TASK ITEM:
Repeat each line of the material exactly.

● ● ● ●

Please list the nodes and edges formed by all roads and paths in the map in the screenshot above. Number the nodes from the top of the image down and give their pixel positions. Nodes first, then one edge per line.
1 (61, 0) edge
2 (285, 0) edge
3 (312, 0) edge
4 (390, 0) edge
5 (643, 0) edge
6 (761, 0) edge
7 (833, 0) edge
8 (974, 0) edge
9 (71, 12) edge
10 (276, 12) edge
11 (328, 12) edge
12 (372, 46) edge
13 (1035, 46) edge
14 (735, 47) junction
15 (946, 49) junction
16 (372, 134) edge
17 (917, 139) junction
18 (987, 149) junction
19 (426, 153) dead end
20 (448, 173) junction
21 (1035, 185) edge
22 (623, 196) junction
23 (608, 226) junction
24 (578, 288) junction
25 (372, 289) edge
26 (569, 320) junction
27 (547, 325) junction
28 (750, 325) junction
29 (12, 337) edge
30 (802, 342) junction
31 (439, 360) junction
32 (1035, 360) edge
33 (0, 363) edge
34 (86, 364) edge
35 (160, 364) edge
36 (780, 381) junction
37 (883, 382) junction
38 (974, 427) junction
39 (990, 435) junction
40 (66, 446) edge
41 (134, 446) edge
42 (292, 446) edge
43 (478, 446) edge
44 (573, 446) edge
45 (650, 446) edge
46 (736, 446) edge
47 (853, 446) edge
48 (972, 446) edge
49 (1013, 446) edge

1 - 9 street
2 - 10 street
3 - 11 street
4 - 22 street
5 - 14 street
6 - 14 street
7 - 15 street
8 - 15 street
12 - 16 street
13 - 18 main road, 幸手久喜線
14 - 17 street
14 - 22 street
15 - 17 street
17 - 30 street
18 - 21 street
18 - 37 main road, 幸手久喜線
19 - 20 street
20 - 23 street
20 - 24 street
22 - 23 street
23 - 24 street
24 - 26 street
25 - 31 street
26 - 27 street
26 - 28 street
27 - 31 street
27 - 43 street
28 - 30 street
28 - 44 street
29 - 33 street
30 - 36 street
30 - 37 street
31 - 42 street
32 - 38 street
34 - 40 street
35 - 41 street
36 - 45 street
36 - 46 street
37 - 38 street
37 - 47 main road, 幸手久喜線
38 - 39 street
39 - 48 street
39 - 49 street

● ● ● ●

WRITTEN REPLY:
Please list the nodes and edges formed by all roads and paths in the map in the screenshot above. Number the nodes from the top of the image down and give their pixel positions. Nodes first, then one edge per line.
1 (61, 0) edge
2 (285, 0) edge
3 (312, 0) edge
4 (390, 0) edge
5 (643, 0) edge
6 (761, 0) edge
7 (833, 0) edge
8 (974, 0) edge
9 (71, 12) edge
10 (276, 12) edge
11 (328, 12) edge
12 (372, 46) edge
13 (1035, 46) edge
14 (735, 47) junction
15 (946, 49) junction
16 (372, 134) edge
17 (917, 139) junction
18 (987, 149) junction
19 (426, 153) dead end
20 (448, 173) junction
21 (1035, 185) edge
22 (623, 196) junction
23 (608, 226) junction
24 (578, 288) junction
25 (372, 289) edge
26 (569, 320) junction
27 (547, 325) junction
28 (750, 325) junction
29 (12, 337) edge
30 (802, 342) junction
31 (439, 360) junction
32 (1035, 360) edge
33 (0, 363) edge
34 (86, 364) edge
35 (160, 364) edge
36 (780, 381) junction
37 (883, 382) junction
38 (974, 427) junction
39 (990, 435) junction
40 (66, 446) edge
41 (134, 446) edge
42 (292, 446) edge
43 (478, 446) edge
44 (573, 446) edge
45 (650, 446) edge
46 (736, 446) edge
47 (853, 446) edge
48 (972, 446) edge
49 (1013, 446) edge

1 - 9 street
2 - 10 street
3 - 11 street
4 - 22 street
5 - 14 street
6 - 14 street
7 - 15 street
8 - 15 street
12 - 16 street
13 - 18 main road, 幸手久喜線
14 - 17 street
14 - 22 street
15 - 17 street
17 - 30 street
18 - 21 street
18 - 37 main road, 幸手久喜線
19 - 20 street
20 - 23 street
20 - 24 street
22 - 23 street
23 - 24 street
24 - 26 street
25 - 31 street
26 - 27 street
26 - 28 street
27 - 31 street
27 - 43 street
28 - 30 street
28 - 44 street
29 - 33 street
30 - 36 street
30 - 37 street
31 - 42 street
32 - 38 street
34 - 40 street
35 - 41 street
36 - 45 street
36 - 46 street
37 - 38 street
37 - 47 main road, 幸手久喜線
38 - 39 street
39 - 48 street
39 - 49 street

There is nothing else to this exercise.